I would like to read a block of bytes from file (e.g. 400KB ), replace some text in the buffer and then write it to file. Originally I tried TFileStream with buffer array of bytes but then I stuck on the problem that stringreplace works with string.

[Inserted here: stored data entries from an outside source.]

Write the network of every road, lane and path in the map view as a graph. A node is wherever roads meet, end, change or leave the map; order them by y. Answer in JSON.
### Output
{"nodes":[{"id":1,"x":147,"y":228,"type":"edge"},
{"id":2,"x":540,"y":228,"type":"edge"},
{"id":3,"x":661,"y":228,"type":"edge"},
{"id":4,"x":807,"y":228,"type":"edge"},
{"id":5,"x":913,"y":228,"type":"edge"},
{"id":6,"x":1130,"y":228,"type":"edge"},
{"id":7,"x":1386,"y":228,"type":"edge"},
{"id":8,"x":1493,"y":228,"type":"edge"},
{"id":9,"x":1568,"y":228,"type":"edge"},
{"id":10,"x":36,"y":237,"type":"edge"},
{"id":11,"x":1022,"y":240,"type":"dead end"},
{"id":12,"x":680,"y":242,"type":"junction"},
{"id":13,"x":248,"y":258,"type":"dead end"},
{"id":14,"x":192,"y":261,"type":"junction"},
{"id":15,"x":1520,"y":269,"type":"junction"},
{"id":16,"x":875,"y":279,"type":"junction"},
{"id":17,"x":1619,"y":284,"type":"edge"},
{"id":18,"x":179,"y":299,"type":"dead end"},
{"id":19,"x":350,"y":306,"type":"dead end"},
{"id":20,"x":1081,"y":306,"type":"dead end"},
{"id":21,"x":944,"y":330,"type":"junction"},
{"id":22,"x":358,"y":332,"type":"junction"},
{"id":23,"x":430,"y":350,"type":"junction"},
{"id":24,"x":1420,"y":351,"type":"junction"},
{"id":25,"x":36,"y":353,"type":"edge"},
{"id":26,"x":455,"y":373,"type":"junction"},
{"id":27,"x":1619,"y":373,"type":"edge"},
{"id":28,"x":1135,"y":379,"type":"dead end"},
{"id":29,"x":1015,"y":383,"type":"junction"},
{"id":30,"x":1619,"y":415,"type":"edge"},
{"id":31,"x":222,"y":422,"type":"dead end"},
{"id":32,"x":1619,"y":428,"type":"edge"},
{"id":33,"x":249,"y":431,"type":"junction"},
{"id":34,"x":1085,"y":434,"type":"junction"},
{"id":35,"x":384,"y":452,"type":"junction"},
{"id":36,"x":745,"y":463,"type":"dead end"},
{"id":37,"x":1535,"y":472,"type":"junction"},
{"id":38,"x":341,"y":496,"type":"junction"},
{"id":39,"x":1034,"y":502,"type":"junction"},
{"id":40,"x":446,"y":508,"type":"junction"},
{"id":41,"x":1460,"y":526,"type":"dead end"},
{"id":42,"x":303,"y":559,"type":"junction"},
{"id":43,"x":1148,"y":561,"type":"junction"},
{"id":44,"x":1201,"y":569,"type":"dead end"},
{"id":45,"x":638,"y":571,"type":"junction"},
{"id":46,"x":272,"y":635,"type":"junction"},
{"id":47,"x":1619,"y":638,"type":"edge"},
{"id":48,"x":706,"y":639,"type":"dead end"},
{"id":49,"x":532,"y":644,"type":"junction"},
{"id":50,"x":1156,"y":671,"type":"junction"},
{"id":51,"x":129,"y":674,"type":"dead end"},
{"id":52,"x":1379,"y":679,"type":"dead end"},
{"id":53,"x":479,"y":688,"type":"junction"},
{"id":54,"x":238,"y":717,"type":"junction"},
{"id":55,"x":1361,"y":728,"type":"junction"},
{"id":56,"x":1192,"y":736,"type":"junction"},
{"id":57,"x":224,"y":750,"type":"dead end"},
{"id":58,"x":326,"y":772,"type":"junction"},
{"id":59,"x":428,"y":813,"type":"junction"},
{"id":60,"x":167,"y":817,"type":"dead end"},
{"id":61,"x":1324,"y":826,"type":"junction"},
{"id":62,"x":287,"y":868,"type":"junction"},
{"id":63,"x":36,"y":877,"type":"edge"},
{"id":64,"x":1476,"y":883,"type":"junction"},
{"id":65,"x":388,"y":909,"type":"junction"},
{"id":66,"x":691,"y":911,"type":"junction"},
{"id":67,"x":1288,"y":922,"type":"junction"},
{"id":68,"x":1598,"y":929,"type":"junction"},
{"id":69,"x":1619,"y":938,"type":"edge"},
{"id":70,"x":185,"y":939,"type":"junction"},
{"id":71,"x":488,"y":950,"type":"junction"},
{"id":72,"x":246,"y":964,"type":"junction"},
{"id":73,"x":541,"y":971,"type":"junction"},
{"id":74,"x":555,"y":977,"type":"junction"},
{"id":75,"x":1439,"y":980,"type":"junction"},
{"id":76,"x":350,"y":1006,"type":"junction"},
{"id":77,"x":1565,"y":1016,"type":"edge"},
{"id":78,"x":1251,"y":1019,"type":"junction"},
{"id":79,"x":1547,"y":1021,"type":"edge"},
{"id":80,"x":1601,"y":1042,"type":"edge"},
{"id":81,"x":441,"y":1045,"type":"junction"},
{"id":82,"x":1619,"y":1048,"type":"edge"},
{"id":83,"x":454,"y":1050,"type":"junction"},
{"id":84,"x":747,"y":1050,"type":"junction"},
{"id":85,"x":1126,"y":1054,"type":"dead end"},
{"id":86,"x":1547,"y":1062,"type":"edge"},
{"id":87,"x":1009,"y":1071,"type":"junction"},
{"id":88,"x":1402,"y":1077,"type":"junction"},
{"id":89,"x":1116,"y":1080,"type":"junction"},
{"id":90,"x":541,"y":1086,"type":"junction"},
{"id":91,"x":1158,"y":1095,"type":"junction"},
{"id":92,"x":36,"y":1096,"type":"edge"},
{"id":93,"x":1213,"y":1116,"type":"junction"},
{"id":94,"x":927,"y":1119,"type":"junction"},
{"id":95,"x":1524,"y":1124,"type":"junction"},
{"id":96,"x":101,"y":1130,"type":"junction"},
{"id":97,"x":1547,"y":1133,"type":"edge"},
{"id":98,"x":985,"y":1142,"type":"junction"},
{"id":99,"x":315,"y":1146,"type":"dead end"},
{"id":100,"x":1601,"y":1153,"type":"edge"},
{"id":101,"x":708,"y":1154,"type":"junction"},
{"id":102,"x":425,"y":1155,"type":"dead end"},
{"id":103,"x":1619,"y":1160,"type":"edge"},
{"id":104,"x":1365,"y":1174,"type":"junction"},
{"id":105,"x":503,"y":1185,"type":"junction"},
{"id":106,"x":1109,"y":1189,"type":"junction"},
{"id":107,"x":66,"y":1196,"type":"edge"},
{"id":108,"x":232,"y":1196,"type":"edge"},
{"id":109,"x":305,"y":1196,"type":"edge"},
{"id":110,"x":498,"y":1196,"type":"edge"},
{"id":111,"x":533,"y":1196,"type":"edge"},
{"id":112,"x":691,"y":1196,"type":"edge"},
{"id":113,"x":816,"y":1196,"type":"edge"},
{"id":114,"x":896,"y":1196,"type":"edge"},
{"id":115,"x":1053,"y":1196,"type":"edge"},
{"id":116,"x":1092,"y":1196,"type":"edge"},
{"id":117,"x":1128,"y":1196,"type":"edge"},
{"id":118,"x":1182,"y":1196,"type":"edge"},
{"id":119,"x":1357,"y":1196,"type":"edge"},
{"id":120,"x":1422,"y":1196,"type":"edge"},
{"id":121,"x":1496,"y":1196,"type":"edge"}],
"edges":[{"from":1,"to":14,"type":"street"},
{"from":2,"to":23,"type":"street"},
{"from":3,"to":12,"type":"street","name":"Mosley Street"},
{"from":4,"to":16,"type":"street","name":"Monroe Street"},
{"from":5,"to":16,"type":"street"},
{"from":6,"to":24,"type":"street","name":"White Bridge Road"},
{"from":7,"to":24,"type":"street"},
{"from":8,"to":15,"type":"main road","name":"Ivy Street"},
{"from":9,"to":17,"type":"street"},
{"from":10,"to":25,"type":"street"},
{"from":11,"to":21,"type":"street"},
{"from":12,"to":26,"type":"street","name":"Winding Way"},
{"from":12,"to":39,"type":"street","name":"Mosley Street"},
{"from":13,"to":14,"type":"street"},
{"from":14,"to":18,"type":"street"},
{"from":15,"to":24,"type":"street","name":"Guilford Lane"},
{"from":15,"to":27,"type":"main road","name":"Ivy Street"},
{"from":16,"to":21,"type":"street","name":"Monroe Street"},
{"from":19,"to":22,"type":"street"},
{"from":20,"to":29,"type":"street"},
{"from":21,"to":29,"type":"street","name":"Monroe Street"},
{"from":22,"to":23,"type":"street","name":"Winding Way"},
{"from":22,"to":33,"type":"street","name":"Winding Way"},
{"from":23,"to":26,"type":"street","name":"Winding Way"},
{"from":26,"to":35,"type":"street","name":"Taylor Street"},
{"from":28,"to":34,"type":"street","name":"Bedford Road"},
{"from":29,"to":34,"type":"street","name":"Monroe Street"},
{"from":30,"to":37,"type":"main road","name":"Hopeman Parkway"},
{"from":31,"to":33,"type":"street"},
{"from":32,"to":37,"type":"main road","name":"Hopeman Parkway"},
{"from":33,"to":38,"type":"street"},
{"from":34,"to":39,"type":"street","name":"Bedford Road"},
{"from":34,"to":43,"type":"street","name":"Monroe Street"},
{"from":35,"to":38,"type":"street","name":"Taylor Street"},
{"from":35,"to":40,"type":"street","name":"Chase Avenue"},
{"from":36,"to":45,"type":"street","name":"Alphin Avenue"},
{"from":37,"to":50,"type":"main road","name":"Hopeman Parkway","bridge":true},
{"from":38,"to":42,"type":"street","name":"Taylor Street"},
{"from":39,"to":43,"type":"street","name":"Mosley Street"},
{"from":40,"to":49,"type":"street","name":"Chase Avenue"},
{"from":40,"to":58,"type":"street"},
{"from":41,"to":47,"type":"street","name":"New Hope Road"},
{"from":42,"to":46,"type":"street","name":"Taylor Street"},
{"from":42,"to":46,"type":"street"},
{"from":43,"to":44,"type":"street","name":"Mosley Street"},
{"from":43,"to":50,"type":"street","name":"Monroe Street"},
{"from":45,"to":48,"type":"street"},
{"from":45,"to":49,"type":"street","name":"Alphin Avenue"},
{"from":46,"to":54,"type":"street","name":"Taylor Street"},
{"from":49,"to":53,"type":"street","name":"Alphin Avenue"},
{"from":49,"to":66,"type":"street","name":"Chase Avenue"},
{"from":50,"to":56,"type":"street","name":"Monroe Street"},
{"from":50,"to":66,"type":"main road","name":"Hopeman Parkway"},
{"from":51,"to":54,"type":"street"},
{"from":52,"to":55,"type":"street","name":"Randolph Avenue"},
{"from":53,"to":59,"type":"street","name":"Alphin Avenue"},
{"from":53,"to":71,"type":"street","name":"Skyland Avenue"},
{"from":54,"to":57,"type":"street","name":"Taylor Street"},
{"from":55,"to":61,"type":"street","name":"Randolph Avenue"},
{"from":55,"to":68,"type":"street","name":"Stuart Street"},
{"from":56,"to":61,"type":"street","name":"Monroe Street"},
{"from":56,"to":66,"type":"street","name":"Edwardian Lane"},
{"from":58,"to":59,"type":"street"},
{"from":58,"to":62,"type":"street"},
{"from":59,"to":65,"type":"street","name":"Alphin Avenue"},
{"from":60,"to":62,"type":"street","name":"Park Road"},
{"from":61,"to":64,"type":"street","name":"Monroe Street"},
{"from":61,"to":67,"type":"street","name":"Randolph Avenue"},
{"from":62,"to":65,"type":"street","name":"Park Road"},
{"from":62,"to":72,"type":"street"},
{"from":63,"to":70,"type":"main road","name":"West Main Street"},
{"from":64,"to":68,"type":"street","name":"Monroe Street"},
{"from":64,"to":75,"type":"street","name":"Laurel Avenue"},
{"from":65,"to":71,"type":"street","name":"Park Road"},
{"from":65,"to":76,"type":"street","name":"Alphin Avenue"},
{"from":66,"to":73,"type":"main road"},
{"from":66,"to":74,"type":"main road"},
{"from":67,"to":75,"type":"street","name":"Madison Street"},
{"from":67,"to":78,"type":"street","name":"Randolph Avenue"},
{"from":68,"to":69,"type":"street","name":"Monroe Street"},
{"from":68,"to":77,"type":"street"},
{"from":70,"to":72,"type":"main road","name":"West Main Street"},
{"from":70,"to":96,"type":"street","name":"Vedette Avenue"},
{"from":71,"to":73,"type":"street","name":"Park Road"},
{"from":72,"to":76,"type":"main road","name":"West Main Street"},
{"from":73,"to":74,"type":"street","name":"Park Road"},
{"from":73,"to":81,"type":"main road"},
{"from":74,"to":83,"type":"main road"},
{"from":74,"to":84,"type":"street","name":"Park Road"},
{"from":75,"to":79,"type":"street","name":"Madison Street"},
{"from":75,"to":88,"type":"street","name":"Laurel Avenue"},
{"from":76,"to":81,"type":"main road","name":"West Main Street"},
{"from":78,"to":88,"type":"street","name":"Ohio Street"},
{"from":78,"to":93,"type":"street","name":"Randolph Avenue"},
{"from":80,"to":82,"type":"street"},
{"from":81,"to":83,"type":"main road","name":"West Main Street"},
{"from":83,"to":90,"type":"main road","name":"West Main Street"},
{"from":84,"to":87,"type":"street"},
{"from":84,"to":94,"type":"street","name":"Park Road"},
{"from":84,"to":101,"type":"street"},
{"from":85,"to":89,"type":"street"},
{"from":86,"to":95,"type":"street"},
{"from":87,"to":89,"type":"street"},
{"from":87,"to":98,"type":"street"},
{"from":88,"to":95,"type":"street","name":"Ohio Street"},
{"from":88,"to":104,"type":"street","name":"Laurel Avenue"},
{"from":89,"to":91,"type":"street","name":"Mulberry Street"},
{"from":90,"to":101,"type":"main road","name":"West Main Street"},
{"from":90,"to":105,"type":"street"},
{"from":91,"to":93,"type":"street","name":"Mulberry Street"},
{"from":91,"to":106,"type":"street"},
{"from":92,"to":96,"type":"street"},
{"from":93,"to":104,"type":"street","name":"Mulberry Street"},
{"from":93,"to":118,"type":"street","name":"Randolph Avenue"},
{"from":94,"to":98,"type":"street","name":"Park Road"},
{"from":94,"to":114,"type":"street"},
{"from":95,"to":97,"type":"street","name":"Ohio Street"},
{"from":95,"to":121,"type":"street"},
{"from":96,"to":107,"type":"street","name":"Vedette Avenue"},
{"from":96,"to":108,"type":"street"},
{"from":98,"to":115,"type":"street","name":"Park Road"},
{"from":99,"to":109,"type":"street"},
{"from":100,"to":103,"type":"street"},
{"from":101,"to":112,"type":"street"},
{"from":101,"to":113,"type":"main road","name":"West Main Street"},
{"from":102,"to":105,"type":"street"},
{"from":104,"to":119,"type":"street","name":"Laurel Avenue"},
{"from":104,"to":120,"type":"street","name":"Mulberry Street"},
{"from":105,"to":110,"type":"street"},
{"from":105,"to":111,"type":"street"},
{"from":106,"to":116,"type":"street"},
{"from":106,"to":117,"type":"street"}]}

The source data are txt UTF-8. This is what I have:

var
  SS,ST: TFileStream;
  Buffer: string;
  sf,tf,TempStr: string;
  i: Integer;
begin
  sf := 'U:\SYSTEM\enwiktionary-latest-stub-articles\stub-articles.xml';
  tf := 'A:1.txt';
  SS := TFileStream.Create(sf, fmOpenRead);
  ST := TFileStream.Create(tf, fmCreate or fmOpenWrite);
  try
    SS.Read(Buffer, sizeof(Buffer));
    Buffer := stringreplace(Buffer, '<page>','<p>', [rfReplaceAll]);
    Buffer := stringreplace(Buffer, '</page>','</p>', [rfReplaceAll]);
    Buffer := stringreplace(Buffer, '<title>','<t>', [rfReplaceAll]);
    Buffer := stringreplace(Buffer, '</title>','</t>', [rfReplaceAll]);
    Buffer := stringreplace(Buffer, '<ns>','<n', [rfReplaceAll]);
    Buffer := stringreplace(Buffer, '</ns>','>', [rfReplaceAll]);
    Buffer := stringreplace(Buffer, '<revision>','<r>', [rfReplaceAll]);
    Buffer := stringreplace(Buffer, '</revision>','</r>', [rfReplaceAll]);
    Buffer := stringreplace(Buffer, '<id>','<i', [rfReplaceAll]);
    Buffer := stringreplace(Buffer, '</id>','>', [rfReplaceAll]);
    Buffer := stringreplace(Buffer, '<parentid>','<pi', [rfReplaceAll]);
    Buffer := stringreplace(Buffer, '</parentid>','>', [rfReplaceAll]);
    Buffer := stringreplace(Buffer, '<contributor>','', [rfReplaceAll]);
    Buffer := stringreplace(Buffer, '</contributor>','', [rfReplaceAll]);
    Buffer := stringreplace(Buffer, '<username>','<u>', [rfReplaceAll]);
    Buffer := stringreplace(Buffer, '</username>','</u>', [rfReplaceAll]);
    Buffer := stringreplace(Buffer, '<comment>','<c>', [rfReplaceAll]);
    Buffer := stringreplace(Buffer, '</comment>','</c>', [rfReplaceAll]);
    Buffer := stringreplace(Buffer, '<text id="','<t =', [rfReplaceAll]);
    Buffer := stringreplace(Buffer, '" bytes="',' b=', [rfReplaceAll]);
    ST.Write(Buffer, sizeof(Buffer));
  finally
    SS.Free;
  end;

Buffer := stringreplace makes Runtime error Access violation..


Solution

  • Use UTF8 buffer string and allocate place for string body:

     Buffer: AnsiString; //type UTF8String = AnsiString;
     ...
     SetLength(Buffer, BlockSize)
     SS.Read(PAnsiChar(Buffer)^, BlockSize);
     ...
     ST.Write(PAnsiChar(Buffer)^, Length(Buffer)); 
    

    But with this approach you can loose patterns at the borders of blocks. Why not use TStringList, load all contents in it and work with its lines?